Grandiloquent Words
Grandiloquent Words: A Pictoric Lexicon of Ostrobogulous Locutions (2023)
by Jason Travis Ott
My antenna is always up for new word power books in English.
You could even say I scent ‘em before I see ‘em. They’re like our fabulous Indian curries. You smell the masala before you reach the table.
So during my recent visit to the library, I scampered over to the New Arrivals section.
Voila, I spotted a new word power book, Grandiloquent Words (by Jason Travis Ott). Never has a word power book lived up to its name like this one.
The 229-page book is divided into six chapters:
- Mundane Morphemes (everyday words)
- Elucidating Locutions (literature and knowledge)

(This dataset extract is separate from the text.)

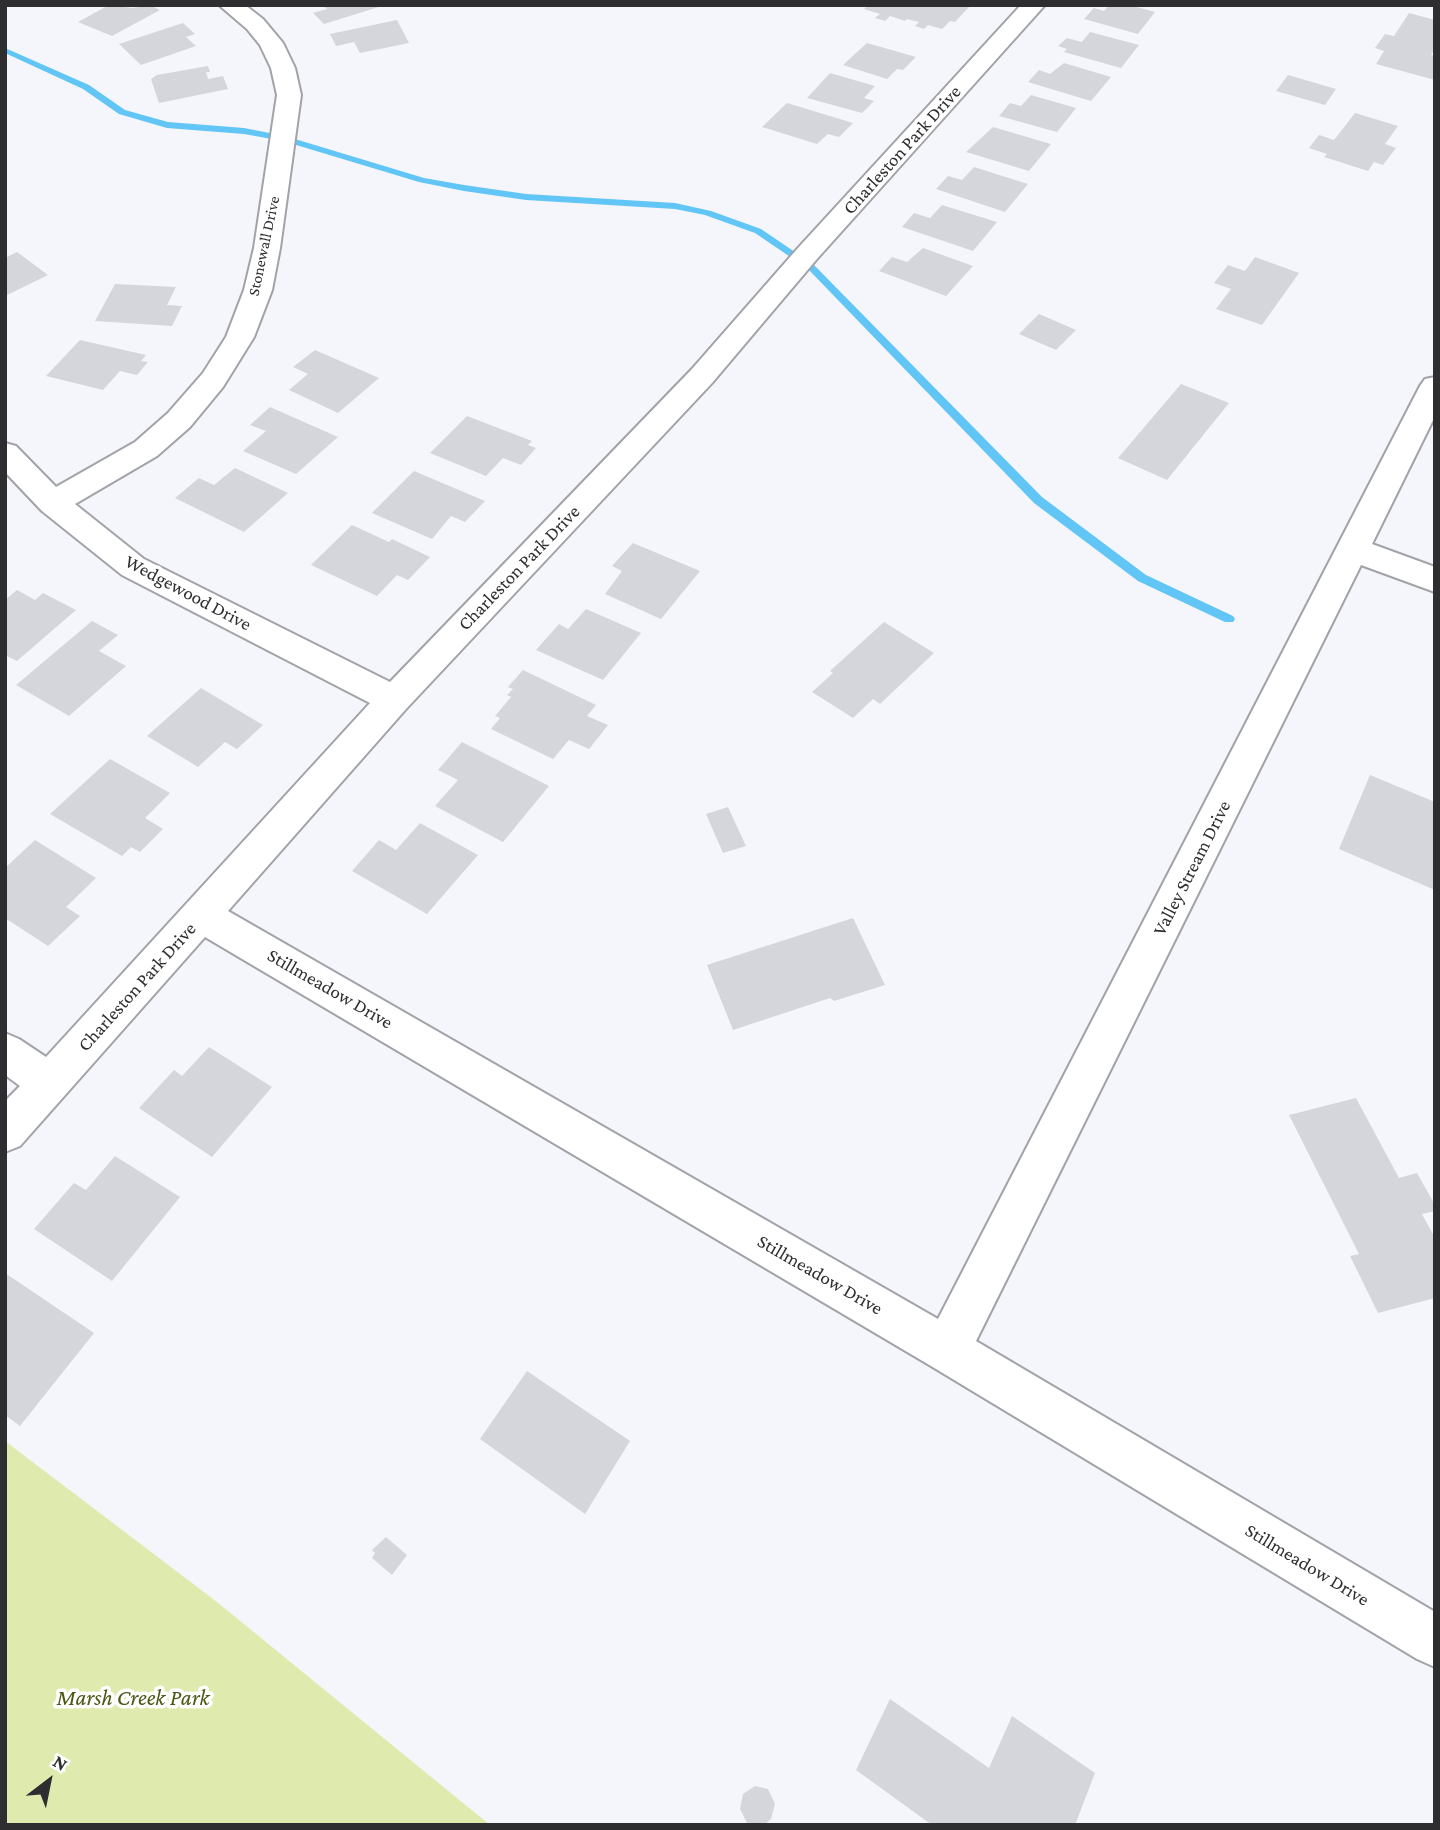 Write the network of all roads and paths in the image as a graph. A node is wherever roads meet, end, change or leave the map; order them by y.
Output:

- Beef-Witted Blatteroons (insults and antonyms),
- Corporeal Catastrophes (bodily bummers)
- Playful Patois (trysts and dalliances)
- Jolly Jubilations (happiness and celebration)
With every grandiloquent word, you get the meaning, pronunciation, origin and its use in a sentence. Also, we get whether the word is a noun, verb or adjective. Many of the words include an antonym too. Altogether, the book contains 228 words.
Here’s a small sample of interesting words I picked up from Grandiloquent Words:
- Chouse (to cheat, deceive, trick; used as both verb and noun)
- Sleekie (servile flatterer, fawner)
- Bdolotic (inclined to farting)
- Dewdropper (a person who revels all night and sleeps all day)
- Imbonity (a lack of goodness)
- Gandermooner (a husband who is skirt-chasing when his wife is pregnant and for some time after she gives birth)
- Poculation (drinking of alcohol)
- Rawgabbit (a person speaking about topics beyond his knowledge)
- Princox (a coxcomb, conceited person)
- Soft-soap (flatter)
- Rident (in high spirits, cheerful)
- Snollygoster (shrewd person not bothered by principles)
- Custril (fool, idiot or silly person)
- Empleomania (excessive eagerness to hold public office)
- Hulch (to hug)
- Gobemouche (gullible person)
- Ataraxy (imperturbed, state of being undisturbed)
- Hubbleshoo (confused throng of people)
- Collybist (miser, usurer, money changer)
Grandiloquent Words is a great find and logophiles will love this book.